Phosphatidylinositol‐3 kinase inhibitors reproduce the selective antiproliferative effects of imatinib on chronic myeloid leukaemia progenitor cells

Summary We investigated the role of the phosphatidylinositol‐3 kinase (PI‐3K) pathway in regulating the proliferation of primary chronic myeloid leukaemia (CML) progenitor cells by using imatinib to inhibit the activity of p210Bcr‐Abl.
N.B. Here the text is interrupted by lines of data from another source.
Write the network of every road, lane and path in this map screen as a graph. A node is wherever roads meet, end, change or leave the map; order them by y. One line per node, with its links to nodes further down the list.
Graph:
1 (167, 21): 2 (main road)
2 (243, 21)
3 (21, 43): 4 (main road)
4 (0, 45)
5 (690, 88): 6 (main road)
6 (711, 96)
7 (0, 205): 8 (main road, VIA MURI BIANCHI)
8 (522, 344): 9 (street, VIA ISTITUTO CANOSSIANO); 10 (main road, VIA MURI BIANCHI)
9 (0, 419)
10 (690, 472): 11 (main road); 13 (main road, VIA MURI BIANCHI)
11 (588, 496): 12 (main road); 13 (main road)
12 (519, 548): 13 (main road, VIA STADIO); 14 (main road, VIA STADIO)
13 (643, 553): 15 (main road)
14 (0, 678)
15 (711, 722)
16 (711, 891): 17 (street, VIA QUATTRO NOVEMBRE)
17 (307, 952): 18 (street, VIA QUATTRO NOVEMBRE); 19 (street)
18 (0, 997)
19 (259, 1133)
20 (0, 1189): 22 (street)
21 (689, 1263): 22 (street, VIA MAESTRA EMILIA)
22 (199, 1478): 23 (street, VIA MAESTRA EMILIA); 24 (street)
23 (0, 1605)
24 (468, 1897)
The effect of imatinib on the expression of PI‐3K pathway proteins was investigated by kinase assays and Western blotting; PI‐3K was inhibited by wortmannin or LY294002, Jak2 by AG490 and farnesylation by FTI II; progenitor cell proliferation (self‐renewal) was measured by growing myeloid colonies in vitro, then replating them to observe secondary colony formation. Suppression of p210Bcr‐Abl with imatinib indirectly suppressed the activity of PI‐3K and its downstream targets (Erk, Akt and p70S6 kinase), thereby implicating the PI‐3K pathway in p210Bcr‐Abl‐mediated signalling in primary CML progenitor cells. The PI‐3K inhibitors, wortmannin and LY294002 reproduced the differential effects of imatinib on normal and CML progenitor cell proliferation in vitro by increasing normal cell (P = 0·001) and reducing CML cell proliferation (P = 0·0003). This differential effect was attributable to dysregulated signalling by granulocyte colony‐stimulating factor in CML. The responses of individual patient's cells to wortmannin correlated with their responses to imatinib (P = 0·004) but not their responses to AG490 (Jak2 kinase inhibitor) or FTI II (farnesyltransferase inhibitor). Individual responses to wortmannin also correlated with responses to interferon α (IFNα) (P = 0·016). Imatinib‐resistant K562 cells were sensitive to LY294002. Inhibition of the PI‐3K pathway may be common to imatinib and IFNα and reflect dysregulated cytokine signalling. As imatinib‐resistant cells remained sensitive to wortmannin and LY294002, targeting the PI‐3K pathway may provide an alternative therapy for imatinib‐resistant patients.